The soldier stared out the train window, watching as the scenery passed by within the blink of an eye. It had been quite some time since he had been in space quite this small with so many people. He had grown so accustomed to the open land and space of their home in Hope County, that anything outside of that life seemed...off. Not that there was a home to return to - something the Highwaymen had made sure of. No home and no wife. His head hung low, disparaging himself for being so naive as to leave the little lamb by herself. He had no doubt that she could protect herself, in fact, he trusted her more than anyone to protect their family should harm come to them.

The day Mai was taken however, it was like a light switch got turned off in the lamb's head. Her fire had gone out, and in the following months, was susceptible to dark thoughts and actions. The day he left he knew he was making a mistake, but they need to find their daughter overrode any other responsibility. The day he returned to a burnt-down house and a missing wife, he wasn't even sure if he could go on. The lamb had been his constant long before the bombs went off, even after their ten-year separation. She gave him his daughter who gave him a new spark of life that his aging soul needed. Though now he was reunited with Mai, at the time, standing before the remains of their home with the knowledge that he had lost both of them, he was afraid he'd have no willpower to go on. No certainty about the future.

No certainty but the ever-looming fact that Joseph was right. About everything.

Despite Mai's sightings, and Nayeli's belief, he had yet to truly accept for himself that his younger brother was still alive. He had mourned for his brothers following the Collapse, despite what each of them had done. He accepted that they, himself included were monsters. But he could not deny that he did not still love them to some capacity. That was not to say that he would not put Joseph in the ground himself for trying to hurt Mai, or for the pain, Nayeli endured when she was isolated with Joseph himself for five years.
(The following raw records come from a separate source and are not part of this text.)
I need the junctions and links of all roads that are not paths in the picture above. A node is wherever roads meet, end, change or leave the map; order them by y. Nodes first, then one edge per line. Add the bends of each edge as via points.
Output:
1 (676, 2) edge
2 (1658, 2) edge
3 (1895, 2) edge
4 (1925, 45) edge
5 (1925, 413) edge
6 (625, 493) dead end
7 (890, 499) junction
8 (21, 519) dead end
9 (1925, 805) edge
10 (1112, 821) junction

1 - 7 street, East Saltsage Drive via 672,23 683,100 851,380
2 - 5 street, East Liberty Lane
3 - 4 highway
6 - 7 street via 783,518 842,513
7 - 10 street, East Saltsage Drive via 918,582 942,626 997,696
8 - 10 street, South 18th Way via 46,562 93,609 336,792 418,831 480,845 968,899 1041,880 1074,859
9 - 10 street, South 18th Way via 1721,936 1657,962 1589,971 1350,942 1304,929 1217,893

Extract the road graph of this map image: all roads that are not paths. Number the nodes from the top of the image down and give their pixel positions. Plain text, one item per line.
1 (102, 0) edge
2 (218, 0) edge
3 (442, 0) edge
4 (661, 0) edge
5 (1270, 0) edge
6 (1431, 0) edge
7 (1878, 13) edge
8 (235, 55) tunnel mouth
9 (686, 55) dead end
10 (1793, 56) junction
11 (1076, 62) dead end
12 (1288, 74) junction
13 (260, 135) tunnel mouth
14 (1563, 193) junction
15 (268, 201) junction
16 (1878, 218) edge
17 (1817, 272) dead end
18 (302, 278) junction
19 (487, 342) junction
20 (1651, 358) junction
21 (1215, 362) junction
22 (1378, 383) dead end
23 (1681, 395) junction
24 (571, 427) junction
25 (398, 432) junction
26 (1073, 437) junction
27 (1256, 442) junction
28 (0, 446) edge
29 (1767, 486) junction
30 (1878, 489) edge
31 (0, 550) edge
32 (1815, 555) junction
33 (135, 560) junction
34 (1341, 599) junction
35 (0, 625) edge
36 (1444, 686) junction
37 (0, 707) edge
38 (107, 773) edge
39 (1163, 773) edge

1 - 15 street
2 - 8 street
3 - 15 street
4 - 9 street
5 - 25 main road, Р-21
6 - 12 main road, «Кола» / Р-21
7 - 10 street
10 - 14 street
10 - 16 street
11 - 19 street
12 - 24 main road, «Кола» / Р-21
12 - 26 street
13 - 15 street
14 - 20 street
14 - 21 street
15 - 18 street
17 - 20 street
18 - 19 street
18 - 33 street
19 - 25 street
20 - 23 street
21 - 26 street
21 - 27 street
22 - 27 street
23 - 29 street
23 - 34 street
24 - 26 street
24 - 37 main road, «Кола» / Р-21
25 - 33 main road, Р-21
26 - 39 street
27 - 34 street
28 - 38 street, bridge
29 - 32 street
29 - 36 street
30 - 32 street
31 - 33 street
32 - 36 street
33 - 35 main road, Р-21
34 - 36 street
Jacob peaked to a few rows behind him, catching a glimpse of the girl that brought him here in the first place. Mai had been staring out the same window for hours following the news that her mother was MIA. While he was relieved to have her back in his life again, he felt pained at the sight of her. She had grown considerably; she had the face of her mother, but the stature of her father. What really struck him though, was the look in her eyes; he had seen that look in many a soldier during his times in the VA offices that bounced him about. This was the look of a child exposed to the horrors of an unknown war. The look of someone with blood on their hands.

"We're limited on variety but I figured you for a whiskey type."

A voice snapped Jacob's attention away from his daughter; he was greeted by the sight of Mai's companion, Thomas Rush. He held his hand out, holding a glass out to him. The path that led the older soldier to Rush's convoy was purely out of the need to find his daughter - but also in hopes that Rush and his people may give the people of Prosperity and Hope County a chance to stand against the Highwaymen now that Nayeli was...well.

"Accurate assumption." Jacob replied, taking the glass into his possession, thanking him in the process.

The Rush fellow took a seat in the chair opposite of Jacob, taking a sip of his glass as he glanced passively in Mai's direction.

"You and your wife raised an amazing daughter. Never met anyone like her in my life. Determined, disciplined. Amazingly selfless." Rush commented, "I assume she gets that from your military background."

"She gets all that from her mother." Jacob smirked before taking a swig, "All she got from me was stubbornness."

Jacob's eye drifted to what appeared to be beads dangling from Rush's coat: M-I-L-A. He took another taste of his drink before continuing.